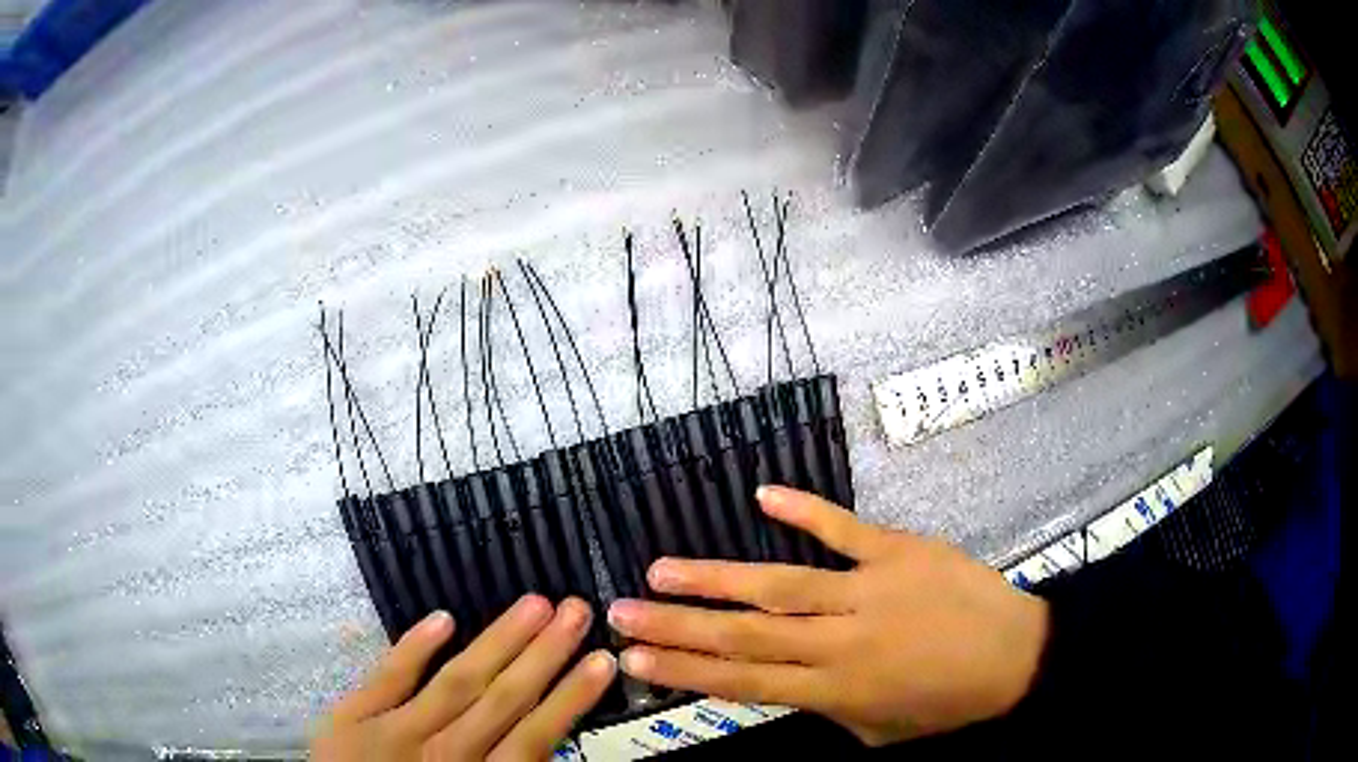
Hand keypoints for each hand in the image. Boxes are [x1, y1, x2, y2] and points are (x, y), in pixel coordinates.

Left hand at [312, 595, 615, 760]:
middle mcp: (444, 752)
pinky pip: (387, 677)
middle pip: (502, 698)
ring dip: (498, 642)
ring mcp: (393, 729)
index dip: (569, 698)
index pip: (533, 735)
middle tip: (576, 610)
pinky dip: (414, 648)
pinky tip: (443, 619)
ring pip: (456, 681)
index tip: (601, 661)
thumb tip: (541, 744)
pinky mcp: (352, 716)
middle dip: (544, 654)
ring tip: (535, 605)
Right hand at [606, 486, 1048, 745]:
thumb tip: (791, 683)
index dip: (686, 670)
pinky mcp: (898, 552)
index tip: (635, 659)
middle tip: (621, 612)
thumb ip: (828, 708)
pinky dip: (806, 511)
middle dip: (677, 627)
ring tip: (662, 570)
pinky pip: (846, 530)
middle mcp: (841, 642)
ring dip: (717, 579)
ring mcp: (869, 591)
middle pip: (746, 635)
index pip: (744, 681)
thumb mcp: (878, 730)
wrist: (1016, 656)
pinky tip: (763, 495)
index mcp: (836, 690)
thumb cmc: (947, 703)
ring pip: (780, 587)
********
About this exercise => Only the lines containing the string "middle" are needed; pull them out of the records.

Exercise answer =>
middle mcp: (444, 752)
middle pip: (502, 698)
middle tip: (576, 610)
middle dip: (544, 654)
middle tip: (621, 612)
middle dip: (677, 627)
middle mcp: (841, 642)
middle pip: (746, 635)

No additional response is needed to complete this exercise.